Liguria, ò Stato della Republica di Genova
1646 (undated) 16 x 22 in (40.64 x 55.88 cm)
This gorgeous 1646 Willaem Janszoon Blaeu map depicts the Mediterranean coast of France and Italy, or as it was known then Liguria or the Republic of Genova. It stretches from Nice (Nizza) to Genoa (Genoua) and the Cinque Terre. There is a large, decorative cartouche with a large allegorical representation of Genoa. There is a second decorative cartouche with a dedication to D. Petro Hasselaer to the right. The sea is filled with sailing ships, possibly representing the formidable size and strength of the Genovese navy. The coat of arms of the Republic of Genoa appears at the upper-left. The Republic of Genoa was an independent state from 1005 to 1797, when it was fell to the armies of Napoleon Bonaparte. Today, the Cinque Terre, five fishing villages along the coast, are a world heritage site and are world famous, bringing tourists from every part of the world to the Ligurian coast.
This map was issued for the 1646 Latin edition of Willaem Janszoon Blaeu's iconic Atlas Mayor.
Willem Janszoon Blaeu (1571 - October 18, 1638), also known as Guillaume Blaeu, was a Dutch cartographer, globemaker, and astronomer active in Amsterdam during the late 16th and early 17th centuries. Blaeu was born in Alkmaar, North Holland to a prosperous herring packing and trading family of Dutch Reformist faith. As a young man, he was sent to Amsterdam to apprentice in the family business, but he found the herring trade dull and instead worked for his cousin 'Hooft' as a carpenter and clerk. In 1595, he traveled to the small Swedish island of Hven to study astronomy under the Danish Enlightenment polymath Tycho Brahe. For six months he studied astronomy, cartography, instrument making, globe making, and geodesy. He returned to Alkmaar in 1596 to marry and for the birth of his first son, Johannes (Joan) Blaeu (1596 – 1673). Shortly thereafter, in 1598 or 1599, he relocated his family to Amsterdam where he founded the Blaeu firm as globe and instrument makers. Around this time, he also began issuing separate issue nautical charts and wall maps – which as we see from Vermeer's paintings were popular with Dutch merchants as decorative items – and invented the Dutch Printing Press. As a non-Calvinist Blaeu was a persona non grata to the ruling elite and so he partnered with Hessel Gerritsz to develop his business. In 1619, Blaeu arranged for Gerritsz to be appointed official cartographer to the VOC, an extremely lucrative position that that, in the slightly more liberal environment of the 1630s, he managed to see passed to his eldest son, Johannes. In 1633, he was also appointed official cartographer of the Dutch Republic. Blaeu's most significant work is his 1635 publication of the Theatrum orbis terrarum, sive, Atlas Novus, one of the greatest atlases of all time. He died three years later, in 1638, passing the Blaeu firm on to his two sons, Cornelius (1616 - 1648) and Johannes Blaeu (September 23, 1596 - December 21, 1673). Under his sons, the firm continued to prosper until the 1672 Great Fire of Amsterdam destroyed their offices and most of their printing plates. Willem's most enduring legacy was most likely the VOC contract, which ultimately passed to Johannes' son, Johannes II, who held the position until 1617. As a hobbyist astronomer, Blaeu discovered the star now known as P. Cygni.

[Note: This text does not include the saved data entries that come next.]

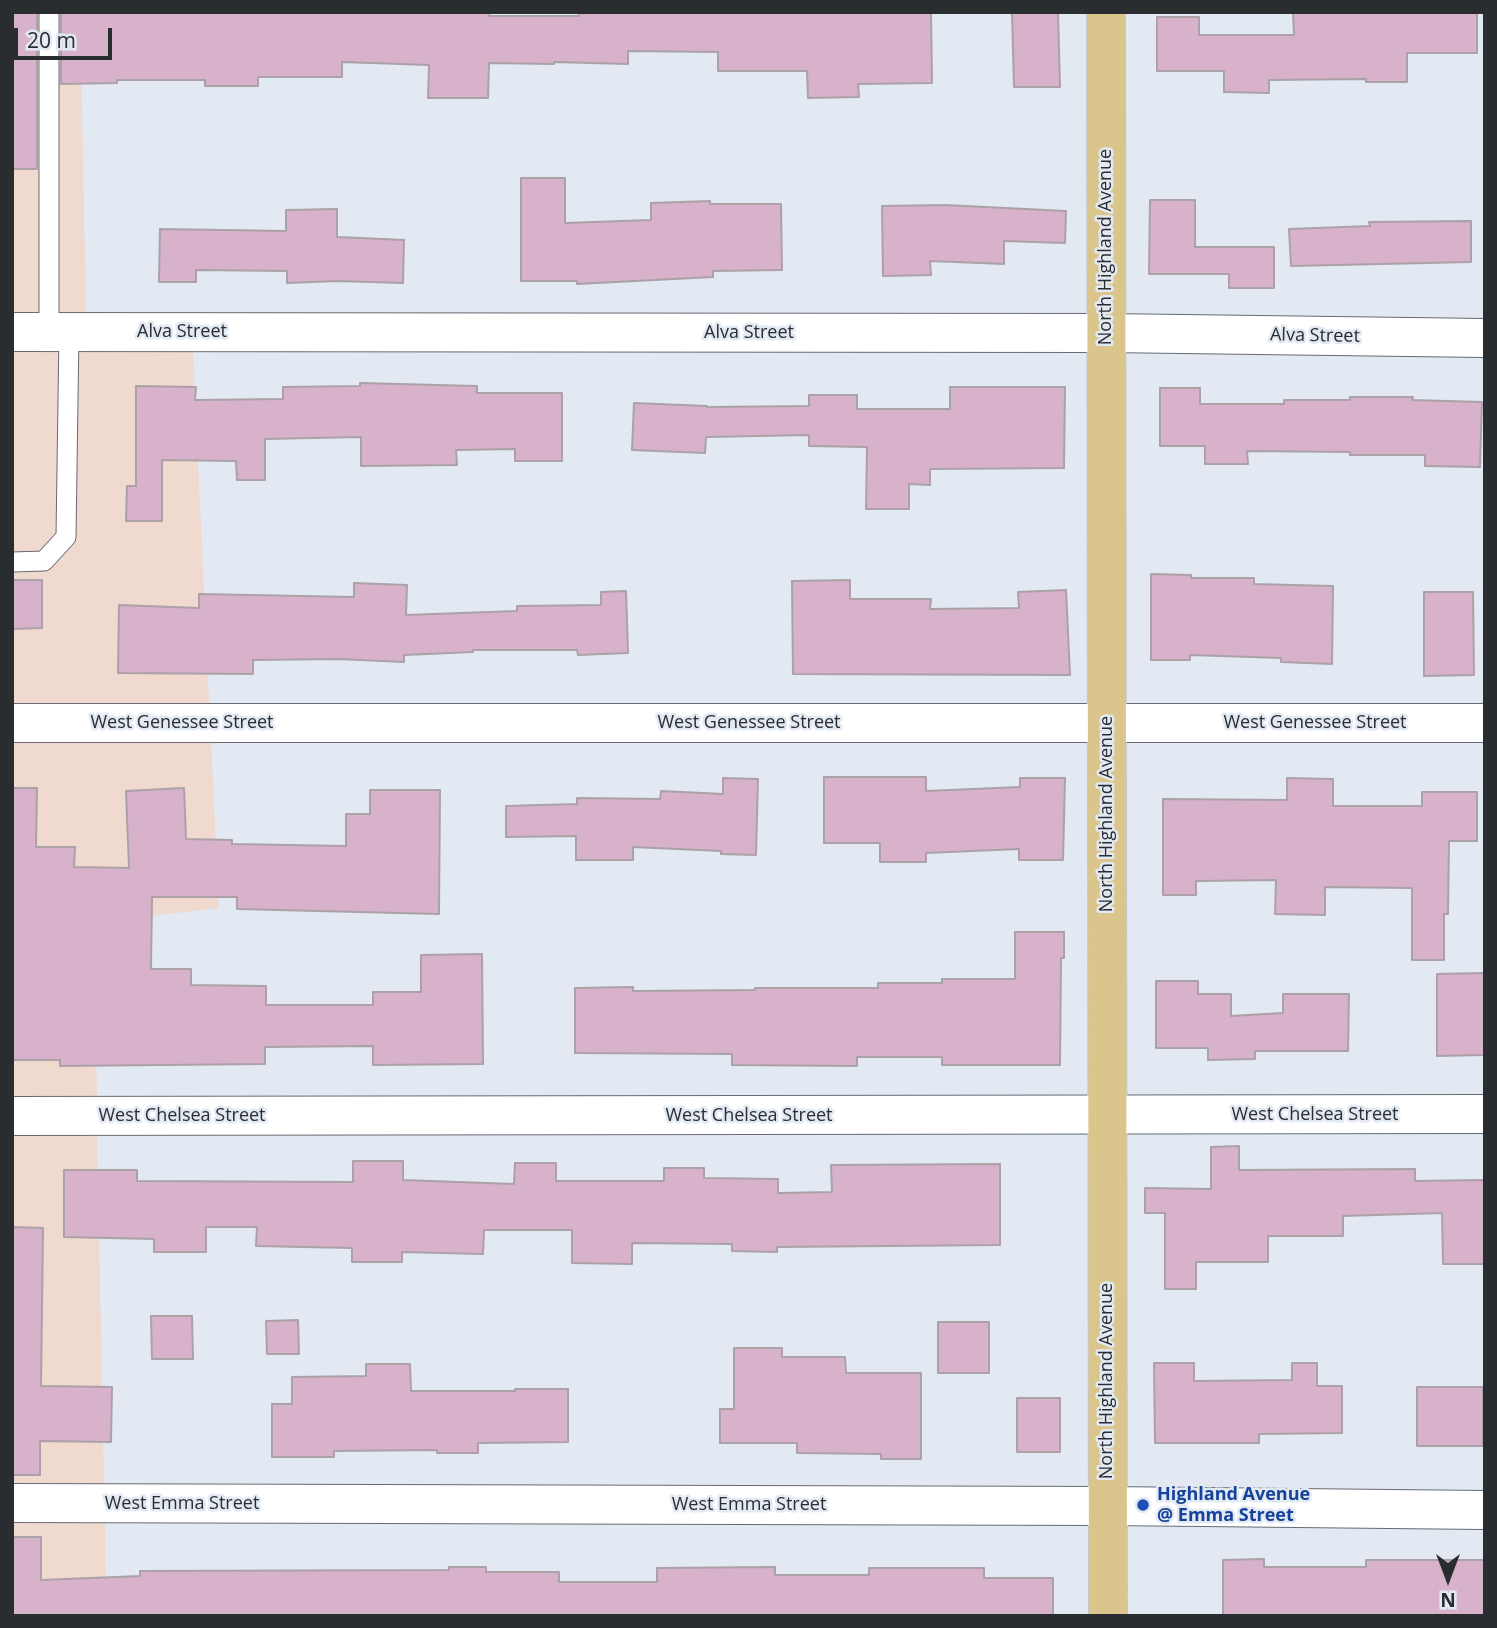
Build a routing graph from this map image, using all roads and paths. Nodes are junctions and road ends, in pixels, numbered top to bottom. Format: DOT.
graph roads {
  1 [pos="49,12"];
  2 [pos="1106,12"];
  3 [pos="44,332"];
  4 [pos="1107,333"];
  5 [pos="1485,338"];
  6 [pos="12,562"];
  7 [pos="12,723"];
  8 [pos="1107,723"];
  9 [pos="1485,723"];
  10 [pos="1485,1114"];
  11 [pos="12,1116"];
  12 [pos="1107,1116"];
  13 [pos="12,1503"];
  14 [pos="1107,1507"];
  15 [pos="1485,1510"];
  16 [pos="1108,1616"];
  1 -- 3 [label="lane"];
  2 -- 4 [label="main road, North Highland Avenue"];
  3 -- 4 [label="street, Alva Street"];
  3 -- 6 [label="lane"];
  4 -- 5 [label="street, Alva Street"];
  4 -- 8 [label="main road, North Highland Avenue"];
  7 -- 8 [label="street, West Genessee Street"];
  8 -- 9 [label="street, West Genessee Street"];
  8 -- 12 [label="main road, North Highland Avenue"];
  10 -- 12 [label="street, West Chelsea Street"];
  11 -- 12 [label="street, West Chelsea Street"];
  12 -- 14 [label="main road, North Highland Avenue"];
  13 -- 14 [label="street, West Emma Street"];
  14 -- 15 [label="street, West Emma Street"];
  14 -- 16 [label="main road, North Highland Avenue"];
}
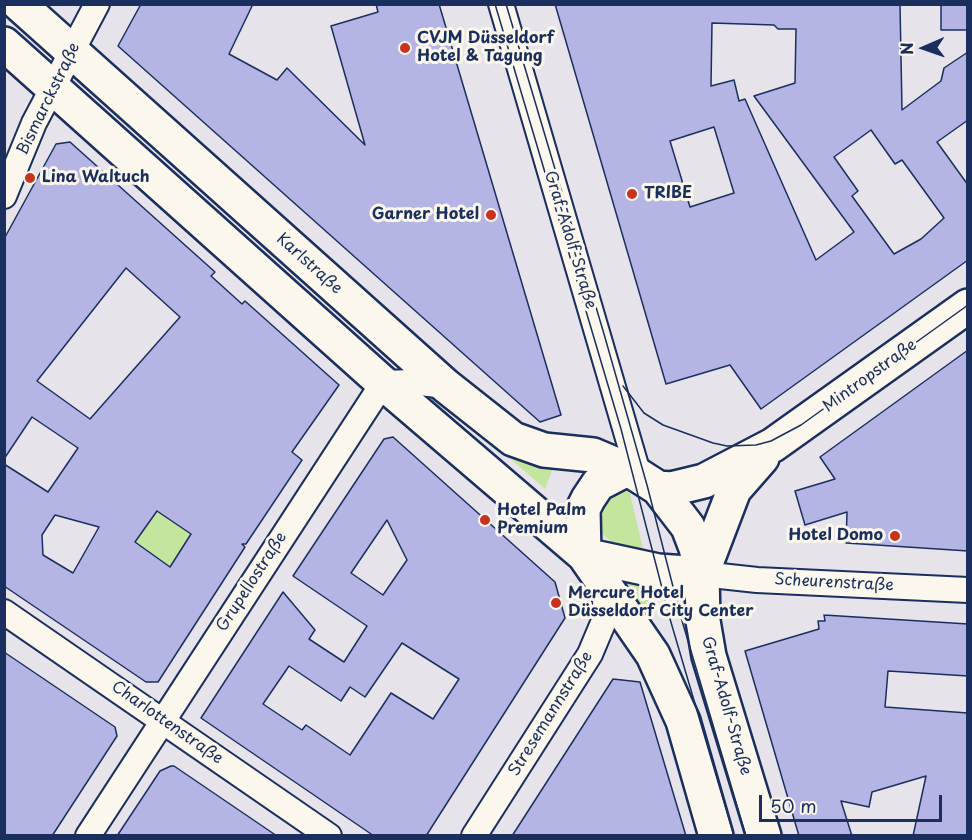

Blaeu, W., Atlas Major, (Amsterdam) Latin Edition, 1646.
The Theatrum Orbis Terrarum, sive, Atlas Novus, also published as the Atlas Major was first issued by Willem Jansz Blaeu and his son Joan Blaeu in 1635. The first edition contained about 207 seminal maps that ushered in a new golden age of Dutch cartography and established the distinctive flourishing highly decorative baroque Blaeu style. Most of the maps in this edition were closely based upon the earlier well established work of Jodocus Hondius, whose' map plates he had earlier acquired. The atlas continued to be published and republished in expanded and revised editions, reflecting the most up to date cartographic conventions and data derived from Dutch navigators and merchants then plying their trade throughout the world. Willem Blaeu died in 1638 and his son, Joan (Johannes), called teh Altas Major took over subsequent publications of the atlas. The final edition of the atlas, published from 1662 to 1672, consisted some 594 maps compiled into upwards of 9 volumes with some editions containing as many as 12 volumes. In 1672 a tragic fire destroyed the sprawling Blaeu workshop, then the largest cartographic publishing house in the world. Countless map plates were lost and the following the fire the Blaeu firm ceased production.
Very good. Latin text on verso. Very minor archival repair to outer margin. Margins are extremely large, often several inches. Does not effect printed image.
OCLC 551940450. Van der Krogt, P., Koeman's Atlantes Neerlandici, 7080:1B. Blaeu, Joan, Atlas Maior>, Taschen.